The Trustee has also reiterated its plea for the return of at least $13 million in fees and expenses from 26 cases awarded to Jackson Walker to restore faith in the bankruptcy system. Additionally, the Trustee has asked the court to vacate Jackson Walker’s applications for compensation and retention in several of those cases for allegedly violating bankruptcy law.

The US Trustee is now reviewing at least eight Jackson Walker mediations overseen by Jones, where at least $5.7 million in fees were awarded. This is an expansion of the probe into Jackson Walker fees and the relationship between Jones and Freeman. Amended motions have been filed in several bankruptcies, including those of Seadrill Limited, Neiman Marcus Group LTD LLC, Strike LLC, and 4E Brands North America LLC.

According to court filings, Freeman’s attorney, Tom Kirkendall, urged Jackson Walker to disclose the relationship for all past and future cases in 2022, even though he believed the firm was not legally obligated to do so. The US Trustee disagreed with Kirkendall on this issue.

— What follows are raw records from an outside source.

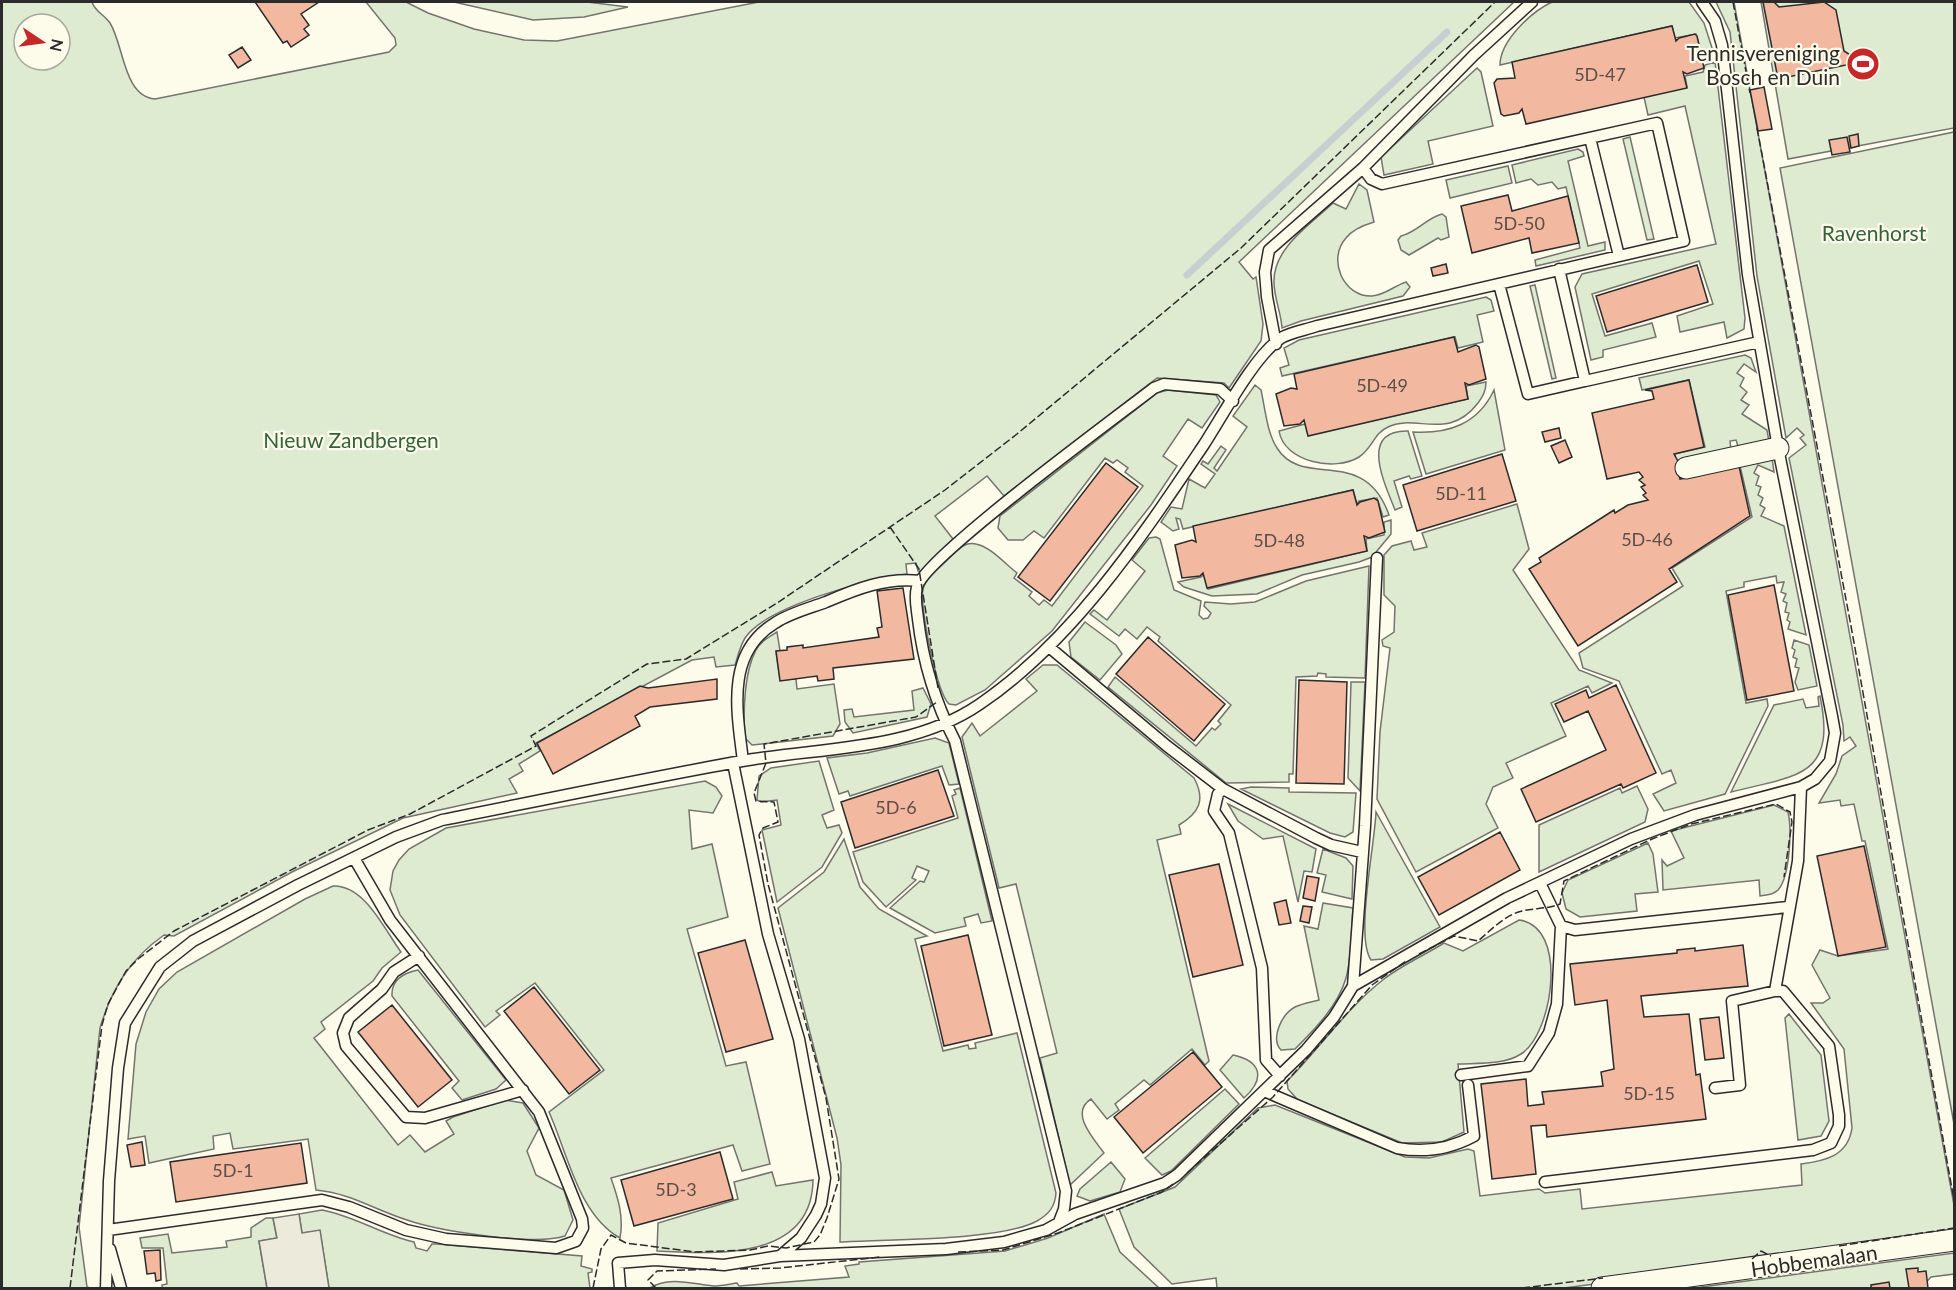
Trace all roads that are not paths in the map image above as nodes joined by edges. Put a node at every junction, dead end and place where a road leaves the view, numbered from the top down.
1 (1532, 2) edge
2 (1702, 2) edge
3 (1590, 138) junction
4 (1363, 168) junction
5 (1619, 256) junction
6 (1559, 270) junction
7 (1499, 284) junction
8 (1759, 342) junction
9 (1276, 344) junction
10 (1585, 381) junction
11 (1233, 401) junction
12 (1778, 448) junction
13 (1686, 468) dead end
14 (1377, 558) dead end
15 (920, 581) junction
16 (1049, 647) junction
17 (946, 722) junction
18 (738, 762) junction
19 (1801, 787) junction
20 (1223, 789) junction
21 (1362, 852) junction
22 (354, 858) junction
23 (1540, 883) junction
24 (1788, 907) junction
25 (1561, 926) junction
26 (419, 956) junction
27 (1353, 986) junction
28 (1774, 991) junction
29 (1461, 1075) dead end
30 (1280, 1076) junction
31 (1468, 1085) dead end
32 (1715, 1088) dead end
33 (523, 1090) junction
34 (1264, 1091) junction
35 (1545, 1182) dead end
36 (1059, 1222) junction
37 (108, 1235) junction
38 (1954, 1240) edge
39 (780, 1256) junction
40 (106, 1288) edge
41 (121, 1288) edge
42 (620, 1288) edge
43 (1602, 1288) edge

1 - 4 lane
2 - 8 lane
3 - 4 lane
3 - 5 lane
3 - 5 lane
4 - 9 lane
5 - 6 lane
6 - 7 lane
6 - 10 lane
7 - 9 lane
7 - 10 lane
8 - 10 lane
8 - 12 lane
9 - 11 lane
11 - 15 lane
11 - 16 lane
12 - 13 street
12 - 19 lane
14 - 21 lane
15 - 17 lane
15 - 18 lane
16 - 17 lane
16 - 20 lane
17 - 18 lane
17 - 36 lane
18 - 22 lane
18 - 39 lane
19 - 23 lane
19 - 24 lane
20 - 21 lane
20 - 30 lane
21 - 27 lane
22 - 26 lane
22 - 37 lane
23 - 25 lane
23 - 27 lane
24 - 25 lane
24 - 28 lane
25 - 29 lane
26 - 33 lane
26 - 33 lane
27 - 30 lane
28 - 32 lane
28 - 35 lane
30 - 34 lane
31 - 34 lane
33 - 37 lane
34 - 36 lane
36 - 39 lane
37 - 40 lane
37 - 41 lane
38 - 43 street, Hobbemalaan
39 - 42 lane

Jackson Walker allegedly ignored Kirkendall’s advice and did not disclose the relationship until nearly two years later, when a civil suit was brought against the judge. Freeman continued to live with Judge Jones in a house they jointly owned while working for Jackson Walker.

The US Trustee argues that Jones should have been disqualified from presiding over cases involving Jackson Walker, and therefore, the firm’s retention and compensation approvals should be vacated in those instances.

Additionally, the law firm allegedly failed to disclose its connection to judges in the bankruptcy court during Freeman’s employment but began to do so after her departure. The US Trustee believes that these pre-March 2021 disclosures did not meet the reasonably diligent inquiry standard.

Jackson Walker was at risk of being disqualified from representing clients in a courtroom run by Jones if they disclosed the relationship, as Jones presided over some of the largest chapter 11 cases in the country, contributing to the growth of Jackson Walker’s bankruptcy practice.